= FYN-binding protein 1 =

Protein-coding gene in the species Homo sapiens

FYN binding protein (FYB-120/130), also known as FYB, ADAP (Adhesion and degranulation-promoting adapter protein), and SLAP-130 (SLP-76-associated phosphoprotein) is a protein that is encoded by the FYB1 gene in humans (previously FYB). The protein is expressed in T cells, monocytes, mast cells, macrophages, NK cells, but not B cells. FYB is a multifunctional protein involved in post-activation T cell signaling, lymphocyte cytokine production, cell adhesion, and actin remodeling.

== Structure ==
Two isoforms of FYB with different lengths of 120 and 130 kDa (FYB-120 and FYB-130) exist. The 130kDa version has an extra insertion of 46 amino acids and is preferentially expressed in peripheral T cells. The FYB protein has a variety of binding domains: a non-structured N-terminal region, a proline-rich region, two SH3 domains, a FPPP-motif which binds the ENA/VASP protein family, and other tyrosine-based signaling motifs.

== Function ==
FYB is critical for activation and proliferation of T-helper cells (CD4+) and required for chemokine signal transduction in T-helper cells and cytotoxic T cells (CD8+).

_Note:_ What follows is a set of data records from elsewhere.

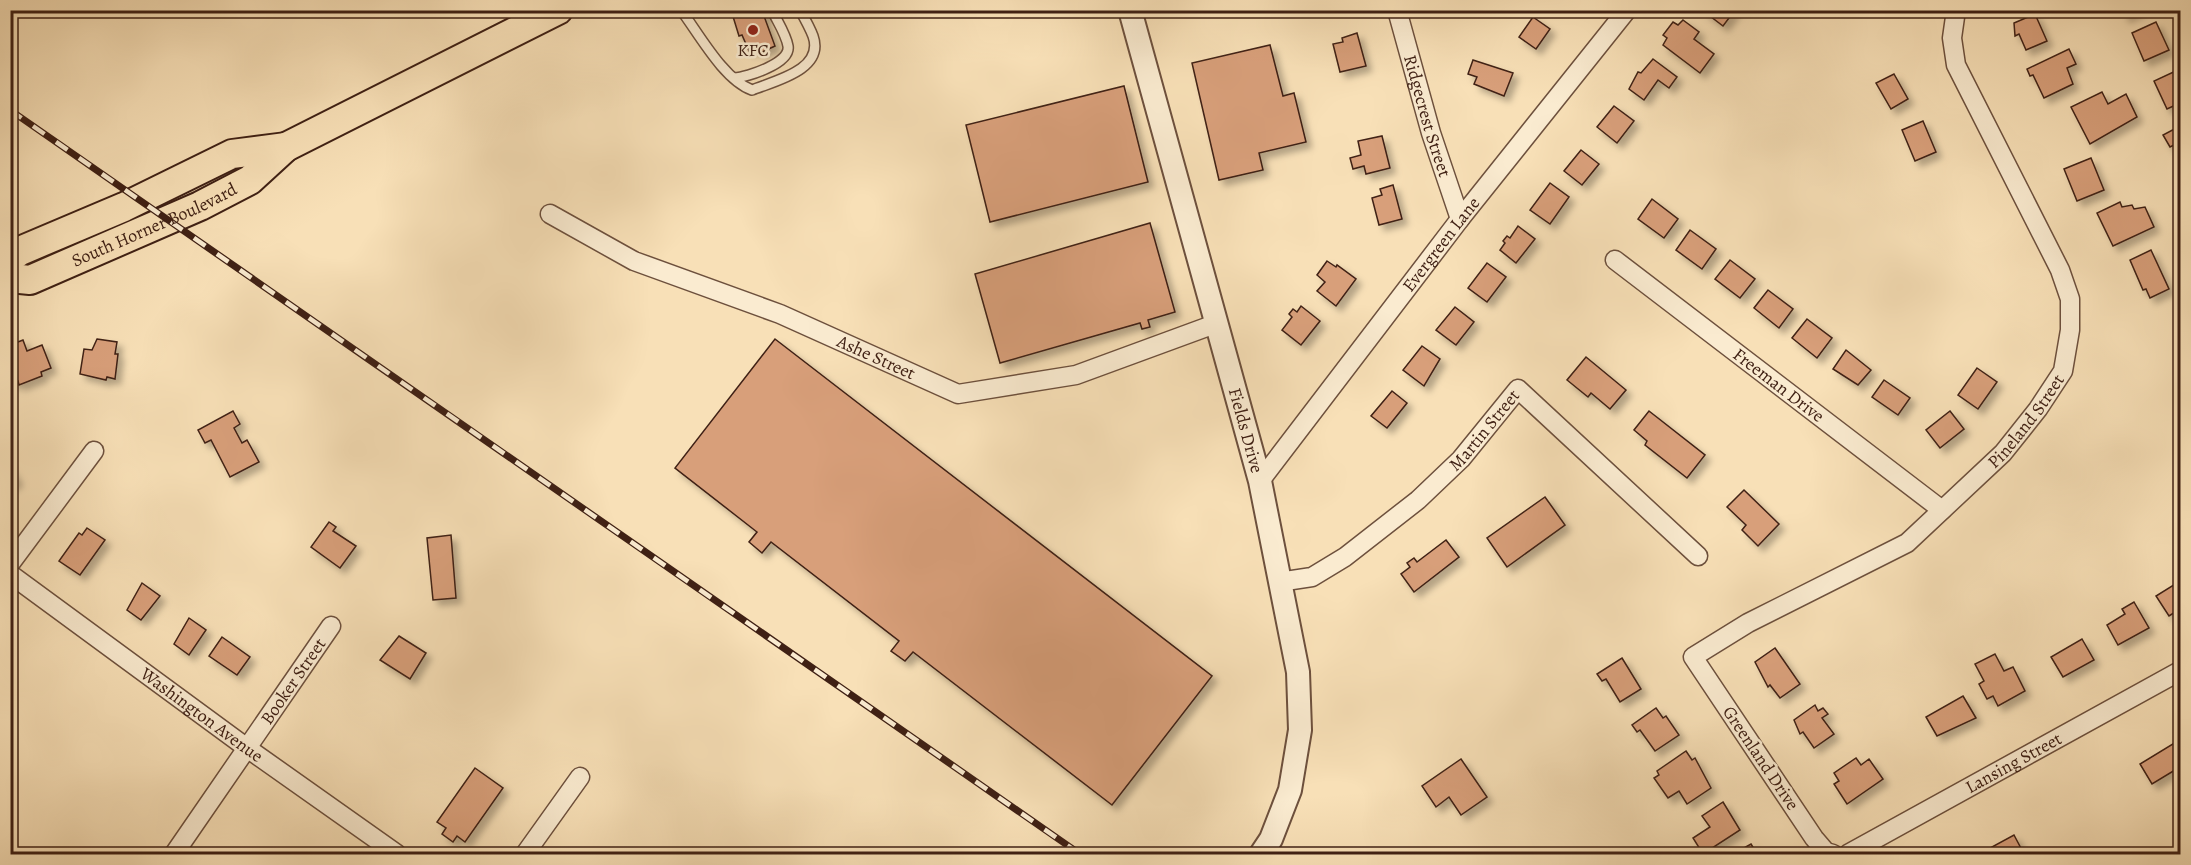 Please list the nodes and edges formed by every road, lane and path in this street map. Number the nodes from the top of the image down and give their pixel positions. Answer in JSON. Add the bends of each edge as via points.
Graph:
{"nodes":[{"id":1,"x":558,"y":10,"type":"edge"},
{"id":2,"x":681,"y":10,"type":"edge"},
{"id":3,"x":772,"y":10,"type":"edge"},
{"id":4,"x":800,"y":10,"type":"edge"},
{"id":5,"x":1130,"y":10,"type":"edge"},
{"id":6,"x":1397,"y":10,"type":"edge"},
{"id":7,"x":1627,"y":10,"type":"edge"},
{"id":8,"x":1956,"y":10,"type":"edge"},
{"id":9,"x":734,"y":78,"type":"junction"},
{"id":10,"x":286,"y":147,"type":"junction"},
{"id":11,"x":549,"y":214,"type":"dead end"},
{"id":12,"x":1460,"y":219,"type":"junction"},
{"id":13,"x":10,"y":258,"type":"edge"},
{"id":14,"x":1616,"y":260,"type":"dead end"},
{"id":15,"x":10,"y":278,"type":"edge"},
{"id":16,"x":1215,"y":324,"type":"junction"},
{"id":17,"x":94,"y":451,"type":"dead end"},
{"id":18,"x":1260,"y":482,"type":"junction"},
{"id":19,"x":1942,"y":510,"type":"junction"},
{"id":20,"x":1698,"y":556,"type":"dead end"},
{"id":21,"x":10,"y":564,"type":"edge"},
{"id":22,"x":10,"y":574,"type":"edge"},
{"id":23,"x":1279,"y":582,"type":"junction"},
{"id":24,"x":331,"y":626,"type":"dead end"},
{"id":25,"x":1693,"y":657,"type":"joint"},
{"id":26,"x":2181,"y":671,"type":"edge"},
{"id":27,"x":247,"y":748,"type":"junction"},
{"id":28,"x":580,"y":777,"type":"dead end"},
{"id":29,"x":174,"y":855,"type":"edge"},
{"id":30,"x":397,"y":855,"type":"edge"},
{"id":31,"x":525,"y":855,"type":"edge"},
{"id":32,"x":1261,"y":855,"type":"edge"},
{"id":33,"x":1833,"y":855,"type":"edge"},
{"id":34,"x":1848,"y":855,"type":"edge"}],
"edges":[{"from":1,"to":10,"type":"main road","name":"South Horner Boulevard"},
{"from":2,"to":9,"type":"lane"},
{"from":3,"to":9,"type":"lane","via":[[788,52],[782,60]]},
{"from":4,"to":9,"type":"lane","via":[[814,38],[814,52],[804,69],[752,90]]},
{"from":5,"to":16,"type":"street","name":"Fields Drive"},
{"from":6,"to":12,"type":"street","name":"Ridgecrest Street"},
{"from":7,"to":12,"type":"street","name":"Evergreen Lane"},
{"from":8,"to":19,"type":"street","name":"Pineland Street","via":[[1952,38],[1956,65],[2060,270],[2070,299],[2070,330],[2063,371],[2038,409],[2003,453]]},
{"from":10,"to":13,"type":"main road","name":"South Horner Boulevard","via":[[232,154]]},
{"from":10,"to":15,"type":"main road","name":"South Horner Boulevard","via":[[250,180],[190,211],[30,280]]},
{"from":11,"to":16,"type":"street","name":"Ashe Street","via":[[634,261],[780,314],[958,394],[1076,375]]},
{"from":12,"to":18,"type":"street","name":"Evergreen Lane"},
{"from":14,"to":19,"type":"street","name":"Freeman Drive"},
{"from":16,"to":18,"type":"street","name":"Fields Drive"},
{"from":17,"to":21,"type":"street"},
{"from":18,"to":23,"type":"street","name":"Fields Drive"},
{"from":19,"to":25,"type":"street","name":"Pineland Street","via":[[1907,543],[1748,623]]},
{"from":20,"to":23,"type":"street","name":"Martin Street","via":[[1518,389],[1461,459],[1418,500],[1345,557],[1312,577]]},
{"from":22,"to":27,"type":"street","name":"Washington Avenue"},
{"from":23,"to":32,"type":"street","name":"Fields Drive","via":[[1298,672],[1300,730],[1290,790]]},
{"from":24,"to":27,"type":"street","name":"Booker Street"},
{"from":25,"to":33,"type":"street","name":"Greenland Drive","via":[[1814,838]]},
{"from":26,"to":34,"type":"street","name":"Lansing Street"},
{"from":27,"to":29,"type":"street","name":"Booker Street"},
{"from":27,"to":30,"type":"street","name":"Washington Avenue"},
{"from":28,"to":31,"type":"street"}]}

FYB regulates cytokine production in T cells as well as in activated NK cells through the FYN-ADAP axis. In T cells, after TCR stimulation, a unique region of FYB, pYDGI, allows phosphorylation of the protein by FYN. After being phosphorylated, ADAP can bind to Carma1, causing NF-κB translocation into the nucleus and cytokine production.

In mast cells, FYB regulates cell adhesion as well as degranulation. In T cells, FYB allows for cell adhesion and migration through blood vessels through the SLP-76-FYB-SKAP1 complex. After being phosphorylated by FYN, FYB can bind to SLP-76. This binding of FYB and SLP-76 regulates "outside-in signaling" or the transfer of signals from outside the cell to inside the cell by integrin. FYB can also bind to SKAP1, which allows SKAP1 to upregulate integrin activity through interactions with Rap1. The bacteria Yersinia can interfere with this pathway in macrophages through the secretion of YopH (Yersinia protein tyrosine phosphatase) into the macrophage, which de-phosphorylates FYB and SKAP1, leading to a decrease in integrin activity that results in an inhibition of adhesion, phagocytosis, and cytotoxicity.

FYB is also an important protein for actin remodeling of immune cells. This is thought to occur through the binding of proteins of the ENA/VASP protein family to the FPPPP-motif of the FYB protein.